The display brought back a flood of memories. The first presentation was of a Michael Graves
knock-off of a housing project—
a beautifully painted watercolor of a building that looked like a cartoon. While the structure itself was a half-baked pastiche of post-Modernist clichés, every tree and window mullion had been lovingly rendered. It was Adam’s. Iris
remembered how excruciating his final review had been, with one critic suggesting he stick to painting watercolors and
forget
about trying to become an architect. As little respect as she had for the guy, she had felt sorry for him.
Next to this hung a
board that was a total contrast—
a complicated slightly messy drawing surrounded by hand-written notes.
Carey’s project.
What
a juxtaposition
; No wonder Adam had been in such a sour mood out on the lawn. He had probably just looked at the show.

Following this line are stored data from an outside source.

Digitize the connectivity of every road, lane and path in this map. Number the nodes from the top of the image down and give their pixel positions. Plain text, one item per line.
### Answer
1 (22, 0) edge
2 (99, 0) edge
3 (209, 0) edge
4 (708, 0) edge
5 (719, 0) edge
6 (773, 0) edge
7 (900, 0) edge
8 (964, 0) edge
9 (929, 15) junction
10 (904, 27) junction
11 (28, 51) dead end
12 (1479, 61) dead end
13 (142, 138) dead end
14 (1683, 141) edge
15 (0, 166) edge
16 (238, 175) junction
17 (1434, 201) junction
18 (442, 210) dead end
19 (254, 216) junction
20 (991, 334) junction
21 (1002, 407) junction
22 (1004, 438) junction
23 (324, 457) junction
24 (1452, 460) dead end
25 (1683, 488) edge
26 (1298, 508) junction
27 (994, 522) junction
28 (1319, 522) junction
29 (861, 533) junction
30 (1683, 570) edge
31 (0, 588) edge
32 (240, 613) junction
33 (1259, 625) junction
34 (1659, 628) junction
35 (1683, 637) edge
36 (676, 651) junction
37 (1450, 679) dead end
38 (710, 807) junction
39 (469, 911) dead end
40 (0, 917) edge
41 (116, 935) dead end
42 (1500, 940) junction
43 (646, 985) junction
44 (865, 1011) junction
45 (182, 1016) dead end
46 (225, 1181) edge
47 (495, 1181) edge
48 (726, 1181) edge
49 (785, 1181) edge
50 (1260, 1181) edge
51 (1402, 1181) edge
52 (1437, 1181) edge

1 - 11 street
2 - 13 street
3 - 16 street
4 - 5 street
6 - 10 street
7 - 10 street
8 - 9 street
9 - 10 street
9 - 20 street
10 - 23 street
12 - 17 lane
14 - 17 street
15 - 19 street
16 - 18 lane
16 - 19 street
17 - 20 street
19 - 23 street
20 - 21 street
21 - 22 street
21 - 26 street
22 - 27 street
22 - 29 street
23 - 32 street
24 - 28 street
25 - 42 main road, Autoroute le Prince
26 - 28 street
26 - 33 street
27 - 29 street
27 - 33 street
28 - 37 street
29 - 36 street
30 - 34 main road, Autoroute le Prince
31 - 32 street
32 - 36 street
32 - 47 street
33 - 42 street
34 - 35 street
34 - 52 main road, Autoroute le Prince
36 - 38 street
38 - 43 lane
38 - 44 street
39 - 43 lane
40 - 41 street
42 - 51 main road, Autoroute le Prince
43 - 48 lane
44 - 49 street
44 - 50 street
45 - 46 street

The assignment had been to design public housing, but Carey had designed an entire self-sustaining village. He had argued that low-income housing shouldn’t be ghettoized, but rather integrated into the entire town. She peered at one of the notes, remembering his loopy printing.
The hand-drafting and freehand-sketching must look quaint to students now, Iris mused. All drawings, even renderings were done on the computer these days. As she swiveled around to look for one of her own projects, she almost bumped into C.C. standing close enough to breathe on her.
“So, the cops let you go. Or did you tunnel out?”
“I’m out on good behavior.”
They eyed each other. Even dressed in baggy shorts and a ‘Design
will
Save the World!’ T-shirt, C.C. wore a mantle of authority like a fascist dictator or a gym teacher. All that was missing was a riding crop or whistle. How had she ascended the food chain with so little charm? For the first time, Iris wondered about her background.
“Carey was brilliant, wasn’t he?” Iris turned back to Carey’s board. “I’ll bet he would have accomplished great things if he’d lived.”
“He was quite the superstar,” C.C. agreed.
Someone jostled Iris on their way to the auditorium, so she stepped out of the circulation path, moving closer to the wall. She tried to picture the hefty C.C. sneaking up behind Carey on a balcony. If the drugs had kicked in by then surprise wouldn’t have been required in order to topple him over the edge. Then again, most people braced themselves reflexively when C.C. was around.
“So, the house in Lincoln.
Are you seriously interested in running it?”